#### [WORK INSTRUCTION]
Output the entries below without any alteration.

[Stored data]
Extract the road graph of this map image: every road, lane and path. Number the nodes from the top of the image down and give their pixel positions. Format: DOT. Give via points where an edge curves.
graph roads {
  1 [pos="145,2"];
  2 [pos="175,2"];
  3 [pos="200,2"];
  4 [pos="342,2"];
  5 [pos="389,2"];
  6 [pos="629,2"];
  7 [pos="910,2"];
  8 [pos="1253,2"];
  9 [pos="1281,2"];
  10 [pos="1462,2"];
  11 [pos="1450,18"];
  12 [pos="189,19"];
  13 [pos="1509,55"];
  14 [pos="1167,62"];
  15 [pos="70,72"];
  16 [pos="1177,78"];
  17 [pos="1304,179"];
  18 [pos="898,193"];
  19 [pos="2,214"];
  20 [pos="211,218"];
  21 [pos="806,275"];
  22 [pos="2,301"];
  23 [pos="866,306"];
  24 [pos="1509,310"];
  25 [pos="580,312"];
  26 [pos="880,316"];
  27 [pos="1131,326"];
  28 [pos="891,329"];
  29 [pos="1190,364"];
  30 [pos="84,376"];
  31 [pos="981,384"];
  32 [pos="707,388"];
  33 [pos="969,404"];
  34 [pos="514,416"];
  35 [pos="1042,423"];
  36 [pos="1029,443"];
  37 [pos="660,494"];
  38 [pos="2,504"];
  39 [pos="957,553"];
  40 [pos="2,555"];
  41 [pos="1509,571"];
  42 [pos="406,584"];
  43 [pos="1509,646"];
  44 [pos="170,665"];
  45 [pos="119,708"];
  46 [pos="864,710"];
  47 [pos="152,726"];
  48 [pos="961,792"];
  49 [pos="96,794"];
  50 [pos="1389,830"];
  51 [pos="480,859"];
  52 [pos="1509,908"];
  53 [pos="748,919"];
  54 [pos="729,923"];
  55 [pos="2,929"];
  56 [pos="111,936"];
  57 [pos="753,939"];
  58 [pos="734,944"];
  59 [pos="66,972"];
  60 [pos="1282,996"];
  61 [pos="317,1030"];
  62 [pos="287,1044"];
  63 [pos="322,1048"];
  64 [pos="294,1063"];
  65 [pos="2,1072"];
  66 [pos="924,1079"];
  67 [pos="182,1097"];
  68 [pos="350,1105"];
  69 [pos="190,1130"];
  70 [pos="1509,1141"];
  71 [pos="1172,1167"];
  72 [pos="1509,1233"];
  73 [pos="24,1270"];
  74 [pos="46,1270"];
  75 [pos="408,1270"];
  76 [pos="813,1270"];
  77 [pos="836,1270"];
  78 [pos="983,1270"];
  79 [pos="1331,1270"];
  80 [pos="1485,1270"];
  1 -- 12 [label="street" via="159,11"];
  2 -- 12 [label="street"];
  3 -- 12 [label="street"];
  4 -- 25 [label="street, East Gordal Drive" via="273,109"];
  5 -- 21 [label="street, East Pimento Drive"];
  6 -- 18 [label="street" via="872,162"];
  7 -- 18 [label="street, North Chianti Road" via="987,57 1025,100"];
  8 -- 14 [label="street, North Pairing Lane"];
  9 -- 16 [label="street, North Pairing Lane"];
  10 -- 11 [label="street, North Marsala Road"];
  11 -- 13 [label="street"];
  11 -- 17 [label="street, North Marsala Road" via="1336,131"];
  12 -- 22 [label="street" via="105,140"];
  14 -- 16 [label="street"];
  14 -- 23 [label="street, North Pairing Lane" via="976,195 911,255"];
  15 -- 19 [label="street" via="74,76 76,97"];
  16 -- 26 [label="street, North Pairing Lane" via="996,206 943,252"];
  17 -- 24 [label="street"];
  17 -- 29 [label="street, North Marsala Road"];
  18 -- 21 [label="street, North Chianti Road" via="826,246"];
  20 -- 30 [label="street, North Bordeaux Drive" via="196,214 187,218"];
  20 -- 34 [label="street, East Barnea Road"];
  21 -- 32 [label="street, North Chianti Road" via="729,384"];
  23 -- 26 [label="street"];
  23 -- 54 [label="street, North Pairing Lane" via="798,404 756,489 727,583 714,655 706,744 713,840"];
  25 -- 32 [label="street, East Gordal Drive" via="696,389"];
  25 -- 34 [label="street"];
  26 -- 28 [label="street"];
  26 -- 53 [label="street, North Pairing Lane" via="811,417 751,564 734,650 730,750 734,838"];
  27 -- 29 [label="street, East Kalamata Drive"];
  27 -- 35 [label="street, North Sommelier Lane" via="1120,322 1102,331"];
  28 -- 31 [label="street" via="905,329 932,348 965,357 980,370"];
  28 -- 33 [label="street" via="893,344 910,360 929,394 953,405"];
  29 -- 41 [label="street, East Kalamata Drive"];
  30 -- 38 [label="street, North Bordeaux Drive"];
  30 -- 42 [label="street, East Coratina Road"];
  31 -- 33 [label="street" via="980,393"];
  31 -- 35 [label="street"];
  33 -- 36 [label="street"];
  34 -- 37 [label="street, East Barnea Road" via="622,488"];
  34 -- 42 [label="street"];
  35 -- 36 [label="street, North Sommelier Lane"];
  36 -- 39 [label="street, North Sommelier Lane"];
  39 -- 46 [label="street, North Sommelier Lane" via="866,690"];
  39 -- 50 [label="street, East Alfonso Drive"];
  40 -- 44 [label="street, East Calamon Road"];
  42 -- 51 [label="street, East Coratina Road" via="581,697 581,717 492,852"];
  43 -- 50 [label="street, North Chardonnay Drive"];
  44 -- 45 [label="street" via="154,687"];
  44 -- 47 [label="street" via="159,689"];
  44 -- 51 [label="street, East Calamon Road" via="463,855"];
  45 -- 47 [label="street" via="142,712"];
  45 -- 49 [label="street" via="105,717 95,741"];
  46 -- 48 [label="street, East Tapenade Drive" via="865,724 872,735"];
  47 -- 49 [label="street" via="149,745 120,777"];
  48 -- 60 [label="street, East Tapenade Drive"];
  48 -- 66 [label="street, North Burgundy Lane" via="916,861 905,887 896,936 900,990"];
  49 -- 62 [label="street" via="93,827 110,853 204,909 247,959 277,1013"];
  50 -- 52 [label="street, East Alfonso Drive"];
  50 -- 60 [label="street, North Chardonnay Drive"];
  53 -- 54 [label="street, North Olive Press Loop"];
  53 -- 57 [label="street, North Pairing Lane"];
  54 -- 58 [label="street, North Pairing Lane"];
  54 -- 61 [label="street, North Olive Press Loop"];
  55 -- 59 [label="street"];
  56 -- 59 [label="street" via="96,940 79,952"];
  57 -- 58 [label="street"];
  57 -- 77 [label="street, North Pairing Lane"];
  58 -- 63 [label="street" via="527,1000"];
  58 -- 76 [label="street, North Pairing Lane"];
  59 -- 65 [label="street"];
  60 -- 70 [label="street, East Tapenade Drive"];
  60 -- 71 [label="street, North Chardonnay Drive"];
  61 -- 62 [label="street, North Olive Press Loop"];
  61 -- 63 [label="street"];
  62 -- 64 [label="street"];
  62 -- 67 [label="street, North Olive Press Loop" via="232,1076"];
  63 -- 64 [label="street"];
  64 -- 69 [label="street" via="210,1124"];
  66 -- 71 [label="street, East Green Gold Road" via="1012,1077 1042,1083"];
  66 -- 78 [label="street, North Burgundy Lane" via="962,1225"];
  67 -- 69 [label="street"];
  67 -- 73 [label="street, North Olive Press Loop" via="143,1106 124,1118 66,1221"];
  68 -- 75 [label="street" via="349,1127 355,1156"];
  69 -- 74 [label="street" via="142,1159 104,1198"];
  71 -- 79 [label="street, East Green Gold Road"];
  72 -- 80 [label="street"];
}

#### [WRITTEN RESPONSE]
Extract the road graph of this map image: every road, lane and path. Number the nodes from the top of the image down and give their pixel positions. Format: DOT. Give via points where an edge curves.
graph roads {
  1 [pos="145,2"];
  2 [pos="175,2"];
  3 [pos="200,2"];
  4 [pos="342,2"];
  5 [pos="389,2"];
  6 [pos="629,2"];
  7 [pos="910,2"];
  8 [pos="1253,2"];
  9 [pos="1281,2"];
  10 [pos="1462,2"];
  11 [pos="1450,18"];
  12 [pos="189,19"];
  13 [pos="1509,55"];
  14 [pos="1167,62"];
  15 [pos="70,72"];
  16 [pos="1177,78"];
  17 [pos="1304,179"];
  18 [pos="898,193"];
  19 [pos="2,214"];
  20 [pos="211,218"];
  21 [pos="806,275"];
  22 [pos="2,301"];
  23 [pos="866,306"];
  24 [pos="1509,310"];
  25 [pos="580,312"];
  26 [pos="880,316"];
  27 [pos="1131,326"];
  28 [pos="891,329"];
  29 [pos="1190,364"];
  30 [pos="84,376"];
  31 [pos="981,384"];
  32 [pos="707,388"];
  33 [pos="969,404"];
  34 [pos="514,416"];
  35 [pos="1042,423"];
  36 [pos="1029,443"];
  37 [pos="660,494"];
  38 [pos="2,504"];
  39 [pos="957,553"];
  40 [pos="2,555"];
  41 [pos="1509,571"];
  42 [pos="406,584"];
  43 [pos="1509,646"];
  44 [pos="170,665"];
  45 [pos="119,708"];
  46 [pos="864,710"];
  47 [pos="152,726"];
  48 [pos="961,792"];
  49 [pos="96,794"];
  50 [pos="1389,830"];
  51 [pos="480,859"];
  52 [pos="1509,908"];
  53 [pos="748,919"];
  54 [pos="729,923"];
  55 [pos="2,929"];
  56 [pos="111,936"];
  57 [pos="753,939"];
  58 [pos="734,944"];
  59 [pos="66,972"];
  60 [pos="1282,996"];
  61 [pos="317,1030"];
  62 [pos="287,1044"];
  63 [pos="322,1048"];
  64 [pos="294,1063"];
  65 [pos="2,1072"];
  66 [pos="924,1079"];
  67 [pos="182,1097"];
  68 [pos="350,1105"];
  69 [pos="190,1130"];
  70 [pos="1509,1141"];
  71 [pos="1172,1167"];
  72 [pos="1509,1233"];
  73 [pos="24,1270"];
  74 [pos="46,1270"];
  75 [pos="408,1270"];
  76 [pos="813,1270"];
  77 [pos="836,1270"];
  78 [pos="983,1270"];
  79 [pos="1331,1270"];
  80 [pos="1485,1270"];
  1 -- 12 [label="street" via="159,11"];
  2 -- 12 [label="street"];
  3 -- 12 [label="street"];
  4 -- 25 [label="street, East Gordal Drive" via="273,109"];
  5 -- 21 [label="street, East Pimento Drive"];
  6 -- 18 [label="street" via="872,162"];
  7 -- 18 [label="street, North Chianti Road" via="987,57 1025,100"];
  8 -- 14 [label="street, North Pairing Lane"];
  9 -- 16 [label="street, North Pairing Lane"];
  10 -- 11 [label="street, North Marsala Road"];
  11 -- 13 [label="street"];
  11 -- 17 [label="street, North Marsala Road" via="1336,131"];
  12 -- 22 [label="street" via="105,140"];
  14 -- 16 [label="street"];
  14 -- 23 [label="street, North Pairing Lane" via="976,195 911,255"];
  15 -- 19 [label="street" via="74,76 76,97"];
  16 -- 26 [label="street, North Pairing Lane" via="996,206 943,252"];
  17 -- 24 [label="street"];
  17 -- 29 [label="street, North Marsala Road"];
  18 -- 21 [label="street, North Chianti Road" via="826,246"];
  20 -- 30 [label="street, North Bordeaux Drive" via="196,214 187,218"];
  20 -- 34 [label="street, East Barnea Road"];
  21 -- 32 [label="street, North Chianti Road" via="729,384"];
  23 -- 26 [label="street"];
  23 -- 54 [label="street, North Pairing Lane" via="798,404 756,489 727,583 714,655 706,744 713,840"];
  25 -- 32 [label="street, East Gordal Drive" via="696,389"];
  25 -- 34 [label="street"];
  26 -- 28 [label="street"];
  26 -- 53 [label="street, North Pairing Lane" via="811,417 751,564 734,650 730,750 734,838"];
  27 -- 29 [label="street, East Kalamata Drive"];
  27 -- 35 [label="street, North Sommelier Lane" via="1120,322 1102,331"];
  28 -- 31 [label="street" via="905,329 932,348 965,357 980,370"];
  28 -- 33 [label="street" via="893,344 910,360 929,394 953,405"];
  29 -- 41 [label="street, East Kalamata Drive"];
  30 -- 38 [label="street, North Bordeaux Drive"];
  30 -- 42 [label="street, East Coratina Road"];
  31 -- 33 [label="street" via="980,393"];
  31 -- 35 [label="street"];
  33 -- 36 [label="street"];
  34 -- 37 [label="street, East Barnea Road" via="622,488"];
  34 -- 42 [label="street"];
  35 -- 36 [label="street, North Sommelier Lane"];
  36 -- 39 [label="street, North Sommelier Lane"];
  39 -- 46 [label="street, North Sommelier Lane" via="866,690"];
  39 -- 50 [label="street, East Alfonso Drive"];
  40 -- 44 [label="street, East Calamon Road"];
  42 -- 51 [label="street, East Coratina Road" via="581,697 581,717 492,852"];
  43 -- 50 [label="street, North Chardonnay Drive"];
  44 -- 45 [label="street" via="154,687"];
  44 -- 47 [label="street" via="159,689"];
  44 -- 51 [label="street, East Calamon Road" via="463,855"];
  45 -- 47 [label="street" via="142,712"];
  45 -- 49 [label="street" via="105,717 95,741"];
  46 -- 48 [label="street, East Tapenade Drive" via="865,724 872,735"];
  47 -- 49 [label="street" via="149,745 120,777"];
  48 -- 60 [label="street, East Tapenade Drive"];
  48 -- 66 [label="street, North Burgundy Lane" via="916,861 905,887 896,936 900,990"];
  49 -- 62 [label="street" via="93,827 110,853 204,909 247,959 277,1013"];
  50 -- 52 [label="street, East Alfonso Drive"];
  50 -- 60 [label="street, North Chardonnay Drive"];
  53 -- 54 [label="street, North Olive Press Loop"];
  53 -- 57 [label="street, North Pairing Lane"];
  54 -- 58 [label="street, North Pairing Lane"];
  54 -- 61 [label="street, North Olive Press Loop"];
  55 -- 59 [label="street"];
  56 -- 59 [label="street" via="96,940 79,952"];
  57 -- 58 [label="street"];
  57 -- 77 [label="street, North Pairing Lane"];
  58 -- 63 [label="street" via="527,1000"];
  58 -- 76 [label="street, North Pairing Lane"];
  59 -- 65 [label="street"];
  60 -- 70 [label="street, East Tapenade Drive"];
  60 -- 71 [label="street, North Chardonnay Drive"];
  61 -- 62 [label="street, North Olive Press Loop"];
  61 -- 63 [label="street"];
  62 -- 64 [label="street"];
  62 -- 67 [label="street, North Olive Press Loop" via="232,1076"];
  63 -- 64 [label="street"];
  64 -- 69 [label="street" via="210,1124"];
  66 -- 71 [label="street, East Green Gold Road" via="1012,1077 1042,1083"];
  66 -- 78 [label="street, North Burgundy Lane" via="962,1225"];
  67 -- 69 [label="street"];
  67 -- 73 [label="street, North Olive Press Loop" via="143,1106 124,1118 66,1221"];
  68 -- 75 [label="street" via="349,1127 355,1156"];
  69 -- 74 [label="street" via="142,1159 104,1198"];
  71 -- 79 [label="street, East Green Gold Road"];
  72 -- 80 [label="street"];
}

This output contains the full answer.